Les trois candidats centristes à cette élection cantonale de dimanche ? Un centre-gauche, un centre-centre et un centre droit. On précisera que les deux premiers sont Modem et que le troisième est UDF. Leur seul point commun : ils sont incapables de s’entendre. Passe encore pour le centriste UDF qui au fond est un candidat de droite. Mais les deux Modem, c’est incompréhensible. Le premier est l’ancien directeur de cabinet d’Anne-Marie Comparini au conseil régional. Et il a obtenu le soutien du maire de Lyon Gérard Collomb qui profite de l’occasion pour rappeler qu’il reste fermement ancré au centre. Face à lui, Anne Pellet, une élue sympathique et courageuse qui s’est battue pour une liste centriste autonome aux dernières municipales. Mais qui refuse ce soutien de Collomb à Rudigoz. Au nom du fameux “ni gauche-ni droite” de François Bayrou. Et pourtant le leader du Modem a décidé de ne pas s’en mêler. Un soutien indirect à Rudigoz ? Ça parait assez évident, d’autant plus que le leader de la liste Modem aux municipales Eric Lafond, désigné par Bayrou, soutient justement Anne Pellet en s’en prenant assez violemment à Collomb.
En tout cas, les centristes lyonnais vont devoir s’expliquer sur ce blocage anti-Collomb, s’ils veulent reconstruire un vrai centre à Lyon et convaincre les 22% des Lyonnais qui ont voté Bayrou aux dernières présidentielles. Déjà au deuxième tour des municipales, leur silence était limite. Incapable de choisir entre un Collomb qui jouait à fond la carte du centre et cette alliance UMP-Milloniste qui jouait la carte de la droite dure.

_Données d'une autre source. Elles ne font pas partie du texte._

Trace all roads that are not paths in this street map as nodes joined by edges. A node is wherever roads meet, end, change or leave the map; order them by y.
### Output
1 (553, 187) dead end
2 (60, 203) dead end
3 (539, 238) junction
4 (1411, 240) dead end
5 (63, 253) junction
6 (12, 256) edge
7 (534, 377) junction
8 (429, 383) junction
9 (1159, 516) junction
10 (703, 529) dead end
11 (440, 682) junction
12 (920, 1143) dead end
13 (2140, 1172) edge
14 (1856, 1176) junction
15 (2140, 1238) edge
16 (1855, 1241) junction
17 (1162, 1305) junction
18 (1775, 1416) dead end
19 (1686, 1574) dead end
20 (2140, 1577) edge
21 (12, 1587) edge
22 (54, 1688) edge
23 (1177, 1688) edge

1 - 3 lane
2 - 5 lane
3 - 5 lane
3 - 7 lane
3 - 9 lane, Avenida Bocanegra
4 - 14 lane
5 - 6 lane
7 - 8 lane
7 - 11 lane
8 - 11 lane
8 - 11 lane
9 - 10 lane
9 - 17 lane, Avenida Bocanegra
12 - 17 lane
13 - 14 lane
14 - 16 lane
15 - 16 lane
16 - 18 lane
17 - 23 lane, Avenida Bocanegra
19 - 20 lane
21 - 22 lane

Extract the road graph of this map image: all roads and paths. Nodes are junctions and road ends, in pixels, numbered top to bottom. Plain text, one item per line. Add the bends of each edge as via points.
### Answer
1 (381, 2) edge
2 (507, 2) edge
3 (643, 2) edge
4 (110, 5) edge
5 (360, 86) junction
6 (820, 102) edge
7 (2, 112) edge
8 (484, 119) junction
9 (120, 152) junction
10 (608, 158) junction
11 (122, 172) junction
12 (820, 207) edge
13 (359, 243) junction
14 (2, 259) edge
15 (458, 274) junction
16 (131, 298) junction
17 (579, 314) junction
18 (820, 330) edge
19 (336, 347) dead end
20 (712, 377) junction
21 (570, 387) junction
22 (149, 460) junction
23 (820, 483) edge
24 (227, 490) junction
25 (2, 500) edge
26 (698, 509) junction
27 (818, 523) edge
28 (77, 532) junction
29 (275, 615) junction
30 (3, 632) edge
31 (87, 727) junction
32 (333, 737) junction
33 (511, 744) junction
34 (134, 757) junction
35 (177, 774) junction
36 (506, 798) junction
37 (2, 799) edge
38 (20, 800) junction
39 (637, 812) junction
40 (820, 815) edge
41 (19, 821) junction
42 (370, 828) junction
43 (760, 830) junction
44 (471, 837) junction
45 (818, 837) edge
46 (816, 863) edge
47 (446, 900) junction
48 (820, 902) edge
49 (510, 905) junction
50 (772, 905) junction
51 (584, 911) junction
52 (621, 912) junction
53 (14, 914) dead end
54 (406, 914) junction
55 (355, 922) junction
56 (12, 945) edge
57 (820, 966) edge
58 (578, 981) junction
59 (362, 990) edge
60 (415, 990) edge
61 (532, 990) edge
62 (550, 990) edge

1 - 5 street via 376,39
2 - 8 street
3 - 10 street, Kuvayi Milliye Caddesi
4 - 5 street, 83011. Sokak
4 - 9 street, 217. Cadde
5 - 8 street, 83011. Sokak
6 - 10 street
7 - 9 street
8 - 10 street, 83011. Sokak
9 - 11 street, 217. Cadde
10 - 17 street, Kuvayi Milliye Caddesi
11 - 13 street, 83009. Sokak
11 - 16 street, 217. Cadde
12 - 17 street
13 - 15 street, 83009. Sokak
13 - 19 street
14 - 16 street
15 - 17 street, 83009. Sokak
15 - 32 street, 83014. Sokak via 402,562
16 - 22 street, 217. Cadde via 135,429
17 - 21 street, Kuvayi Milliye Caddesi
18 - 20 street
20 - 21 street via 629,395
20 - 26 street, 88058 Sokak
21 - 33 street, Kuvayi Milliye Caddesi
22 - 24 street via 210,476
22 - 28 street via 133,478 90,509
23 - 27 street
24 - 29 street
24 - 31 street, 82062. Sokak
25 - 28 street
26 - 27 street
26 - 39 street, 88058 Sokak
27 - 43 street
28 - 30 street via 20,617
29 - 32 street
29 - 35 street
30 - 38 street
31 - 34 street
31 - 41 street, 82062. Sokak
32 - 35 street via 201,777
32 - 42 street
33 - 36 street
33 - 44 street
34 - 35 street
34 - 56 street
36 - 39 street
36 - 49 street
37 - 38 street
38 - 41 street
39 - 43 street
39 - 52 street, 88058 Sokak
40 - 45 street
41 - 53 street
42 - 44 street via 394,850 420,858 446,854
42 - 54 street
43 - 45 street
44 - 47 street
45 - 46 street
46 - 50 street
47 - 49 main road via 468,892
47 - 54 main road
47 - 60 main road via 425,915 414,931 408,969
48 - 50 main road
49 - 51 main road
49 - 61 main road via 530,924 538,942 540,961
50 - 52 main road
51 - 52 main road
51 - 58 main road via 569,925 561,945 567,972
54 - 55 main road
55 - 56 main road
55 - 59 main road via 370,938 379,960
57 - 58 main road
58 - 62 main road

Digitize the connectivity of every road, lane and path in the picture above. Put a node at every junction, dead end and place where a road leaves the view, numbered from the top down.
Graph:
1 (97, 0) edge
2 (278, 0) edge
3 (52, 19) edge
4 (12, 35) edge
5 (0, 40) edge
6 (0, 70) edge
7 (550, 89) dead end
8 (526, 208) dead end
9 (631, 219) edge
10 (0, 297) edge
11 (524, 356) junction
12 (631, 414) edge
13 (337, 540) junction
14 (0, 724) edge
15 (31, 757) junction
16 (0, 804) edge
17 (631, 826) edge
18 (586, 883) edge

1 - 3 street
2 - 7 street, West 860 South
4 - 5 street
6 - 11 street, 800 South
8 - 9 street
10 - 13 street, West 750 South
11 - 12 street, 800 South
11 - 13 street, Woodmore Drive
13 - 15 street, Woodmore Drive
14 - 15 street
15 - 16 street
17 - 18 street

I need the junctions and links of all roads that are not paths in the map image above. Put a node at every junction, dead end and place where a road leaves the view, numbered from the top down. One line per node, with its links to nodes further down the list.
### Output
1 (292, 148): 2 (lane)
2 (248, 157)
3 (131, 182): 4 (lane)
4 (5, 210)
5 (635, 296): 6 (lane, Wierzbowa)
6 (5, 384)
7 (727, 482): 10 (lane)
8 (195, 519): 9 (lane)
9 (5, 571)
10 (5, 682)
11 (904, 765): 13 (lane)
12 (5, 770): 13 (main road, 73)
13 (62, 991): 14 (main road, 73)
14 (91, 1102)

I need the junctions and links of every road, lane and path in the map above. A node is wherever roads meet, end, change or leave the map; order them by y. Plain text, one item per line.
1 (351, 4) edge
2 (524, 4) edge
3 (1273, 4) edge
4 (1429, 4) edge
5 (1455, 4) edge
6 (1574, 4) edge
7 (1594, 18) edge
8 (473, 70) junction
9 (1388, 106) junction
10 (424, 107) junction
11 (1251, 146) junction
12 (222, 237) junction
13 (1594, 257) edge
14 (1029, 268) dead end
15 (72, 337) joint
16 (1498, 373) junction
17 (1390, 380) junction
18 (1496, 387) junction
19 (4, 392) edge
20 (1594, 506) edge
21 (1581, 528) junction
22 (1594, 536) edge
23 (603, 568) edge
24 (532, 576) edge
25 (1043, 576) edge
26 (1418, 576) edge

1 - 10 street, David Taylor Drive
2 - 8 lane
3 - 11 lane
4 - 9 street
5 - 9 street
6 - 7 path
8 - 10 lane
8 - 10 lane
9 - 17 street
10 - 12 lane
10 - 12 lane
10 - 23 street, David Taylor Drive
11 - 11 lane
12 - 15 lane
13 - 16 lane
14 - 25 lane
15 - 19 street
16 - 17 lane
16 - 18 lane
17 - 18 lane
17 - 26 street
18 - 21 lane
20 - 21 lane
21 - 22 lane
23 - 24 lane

En fait le Modem lyonnais est aujourd’hui paumé. Après le départ de Michel Mercier qui a tout fait pour casser le renouveau centriste à Lyon. Sans leader, sans organisation... Cette nouvelle génération centriste s’accroche à ce “ni gauche-ni droite” de façon mécanique. Alors que dans d’autres grandes villes, le Modem a passé des accords avec la droite ou avec la gauche, en fonction des programmes et des équipes qu’ils avaient en face d’eux. Or à Lyon, les nouveaux centristes ont un maire certes de gauche mais pragmatique et modéré. Ce qui pourrait leur permettre de faire un bout de chemin avec lui, sans grand risque. D’autant plus que les centristes lyonnais ont besoin de se désintoxiquer de la droite à laquelle ils ont été asservis pendant des décennies. Et c’est d’ailleurs pour ça qu’ils ont été laminés.
D’ailleurs s’allier avec Collomb, ce n’est pas forcement renoncer à exister. Les Verts l’ont bien compris. Et politiquement, ils se sont crédibilisés et renforcés, en passant un deal avec le maire de Lyon, sans perdre pour autant leur âme.